## TASK DIRECTIONS
Using the data that follows, state the number of lines holding the word "with", and give no other output.

= = = = =

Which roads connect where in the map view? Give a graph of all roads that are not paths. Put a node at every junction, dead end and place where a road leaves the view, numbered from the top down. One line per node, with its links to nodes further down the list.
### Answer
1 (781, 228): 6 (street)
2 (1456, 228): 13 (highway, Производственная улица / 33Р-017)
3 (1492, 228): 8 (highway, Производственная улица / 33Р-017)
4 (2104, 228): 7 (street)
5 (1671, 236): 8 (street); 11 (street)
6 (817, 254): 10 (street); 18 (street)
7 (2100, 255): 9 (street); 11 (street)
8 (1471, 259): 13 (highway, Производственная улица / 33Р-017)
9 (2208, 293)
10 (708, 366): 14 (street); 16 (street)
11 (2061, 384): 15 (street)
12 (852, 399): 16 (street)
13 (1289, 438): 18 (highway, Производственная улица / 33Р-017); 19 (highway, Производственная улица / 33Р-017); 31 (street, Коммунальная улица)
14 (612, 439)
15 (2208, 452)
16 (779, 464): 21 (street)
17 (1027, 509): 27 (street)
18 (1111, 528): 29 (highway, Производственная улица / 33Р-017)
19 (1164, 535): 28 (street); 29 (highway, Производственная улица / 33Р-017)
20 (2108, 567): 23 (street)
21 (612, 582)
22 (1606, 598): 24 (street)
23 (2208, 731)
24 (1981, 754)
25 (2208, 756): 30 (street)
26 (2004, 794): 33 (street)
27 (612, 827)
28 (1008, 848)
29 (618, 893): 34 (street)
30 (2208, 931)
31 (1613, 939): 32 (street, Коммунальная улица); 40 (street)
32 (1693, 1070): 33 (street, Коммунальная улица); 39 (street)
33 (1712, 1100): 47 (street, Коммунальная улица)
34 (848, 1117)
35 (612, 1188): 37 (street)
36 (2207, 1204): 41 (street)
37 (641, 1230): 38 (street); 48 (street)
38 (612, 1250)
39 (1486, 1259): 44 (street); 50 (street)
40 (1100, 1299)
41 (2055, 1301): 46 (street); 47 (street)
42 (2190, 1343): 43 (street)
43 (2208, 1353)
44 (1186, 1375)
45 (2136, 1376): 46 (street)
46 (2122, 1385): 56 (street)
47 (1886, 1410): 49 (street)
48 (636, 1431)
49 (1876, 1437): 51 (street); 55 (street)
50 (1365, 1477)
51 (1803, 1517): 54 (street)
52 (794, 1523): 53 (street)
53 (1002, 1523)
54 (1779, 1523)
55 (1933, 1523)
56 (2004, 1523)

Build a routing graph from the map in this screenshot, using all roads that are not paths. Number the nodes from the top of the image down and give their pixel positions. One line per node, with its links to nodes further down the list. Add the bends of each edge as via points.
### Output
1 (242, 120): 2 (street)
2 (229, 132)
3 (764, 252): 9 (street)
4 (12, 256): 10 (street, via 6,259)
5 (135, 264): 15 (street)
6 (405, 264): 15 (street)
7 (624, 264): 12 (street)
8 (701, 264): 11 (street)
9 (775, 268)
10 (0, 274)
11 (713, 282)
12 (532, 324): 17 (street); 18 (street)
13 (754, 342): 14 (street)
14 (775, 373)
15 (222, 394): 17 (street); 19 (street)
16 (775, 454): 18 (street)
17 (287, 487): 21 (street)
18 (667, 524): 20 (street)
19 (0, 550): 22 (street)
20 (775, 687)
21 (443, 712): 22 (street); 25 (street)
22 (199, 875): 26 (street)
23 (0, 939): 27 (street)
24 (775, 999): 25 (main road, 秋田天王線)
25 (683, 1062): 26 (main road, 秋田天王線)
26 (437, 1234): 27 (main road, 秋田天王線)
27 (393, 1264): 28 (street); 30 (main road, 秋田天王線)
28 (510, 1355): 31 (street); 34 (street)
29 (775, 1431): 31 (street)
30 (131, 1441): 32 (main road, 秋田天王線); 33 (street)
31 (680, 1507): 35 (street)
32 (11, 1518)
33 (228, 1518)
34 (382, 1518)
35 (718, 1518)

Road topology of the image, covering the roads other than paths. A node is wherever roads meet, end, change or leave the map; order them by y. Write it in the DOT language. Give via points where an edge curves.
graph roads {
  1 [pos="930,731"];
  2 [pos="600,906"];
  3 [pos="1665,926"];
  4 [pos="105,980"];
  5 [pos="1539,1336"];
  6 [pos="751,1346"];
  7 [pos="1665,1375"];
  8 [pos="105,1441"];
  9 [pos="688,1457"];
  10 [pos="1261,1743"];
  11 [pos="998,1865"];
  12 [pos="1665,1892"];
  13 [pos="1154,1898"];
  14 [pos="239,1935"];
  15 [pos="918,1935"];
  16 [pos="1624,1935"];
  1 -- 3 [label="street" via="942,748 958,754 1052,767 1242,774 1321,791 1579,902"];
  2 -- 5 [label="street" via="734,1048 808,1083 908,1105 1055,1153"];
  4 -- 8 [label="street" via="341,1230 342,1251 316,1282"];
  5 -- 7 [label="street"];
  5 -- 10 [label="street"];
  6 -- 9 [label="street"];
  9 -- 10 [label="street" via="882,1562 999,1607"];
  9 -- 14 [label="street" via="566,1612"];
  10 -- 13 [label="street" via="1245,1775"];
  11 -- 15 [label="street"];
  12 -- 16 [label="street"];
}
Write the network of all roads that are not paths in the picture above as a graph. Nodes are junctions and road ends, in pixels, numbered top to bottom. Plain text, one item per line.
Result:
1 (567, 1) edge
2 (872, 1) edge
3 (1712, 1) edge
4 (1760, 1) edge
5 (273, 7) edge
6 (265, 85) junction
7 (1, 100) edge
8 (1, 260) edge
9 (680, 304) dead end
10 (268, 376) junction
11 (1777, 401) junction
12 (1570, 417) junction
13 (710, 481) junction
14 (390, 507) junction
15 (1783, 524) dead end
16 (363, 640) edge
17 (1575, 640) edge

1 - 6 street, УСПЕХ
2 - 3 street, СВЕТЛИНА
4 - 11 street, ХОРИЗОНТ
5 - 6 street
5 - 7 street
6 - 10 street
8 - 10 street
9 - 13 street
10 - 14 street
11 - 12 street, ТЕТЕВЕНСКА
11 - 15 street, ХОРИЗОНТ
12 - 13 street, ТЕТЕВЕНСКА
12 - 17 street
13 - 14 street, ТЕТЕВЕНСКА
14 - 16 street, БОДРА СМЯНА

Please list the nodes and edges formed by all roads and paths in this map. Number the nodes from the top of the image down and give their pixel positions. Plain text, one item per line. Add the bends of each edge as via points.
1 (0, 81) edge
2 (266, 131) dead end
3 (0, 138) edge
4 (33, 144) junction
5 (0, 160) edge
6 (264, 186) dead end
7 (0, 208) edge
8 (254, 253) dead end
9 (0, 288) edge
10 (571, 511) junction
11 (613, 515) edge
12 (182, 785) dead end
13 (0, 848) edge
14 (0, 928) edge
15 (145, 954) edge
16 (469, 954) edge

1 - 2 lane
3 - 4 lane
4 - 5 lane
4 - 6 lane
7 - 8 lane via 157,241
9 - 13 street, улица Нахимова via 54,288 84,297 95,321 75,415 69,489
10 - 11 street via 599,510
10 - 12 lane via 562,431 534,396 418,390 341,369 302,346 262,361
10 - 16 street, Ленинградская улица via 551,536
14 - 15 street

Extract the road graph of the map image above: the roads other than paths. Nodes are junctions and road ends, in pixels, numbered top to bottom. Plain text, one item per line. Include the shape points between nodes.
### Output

= = = = =

## RESPONSE
2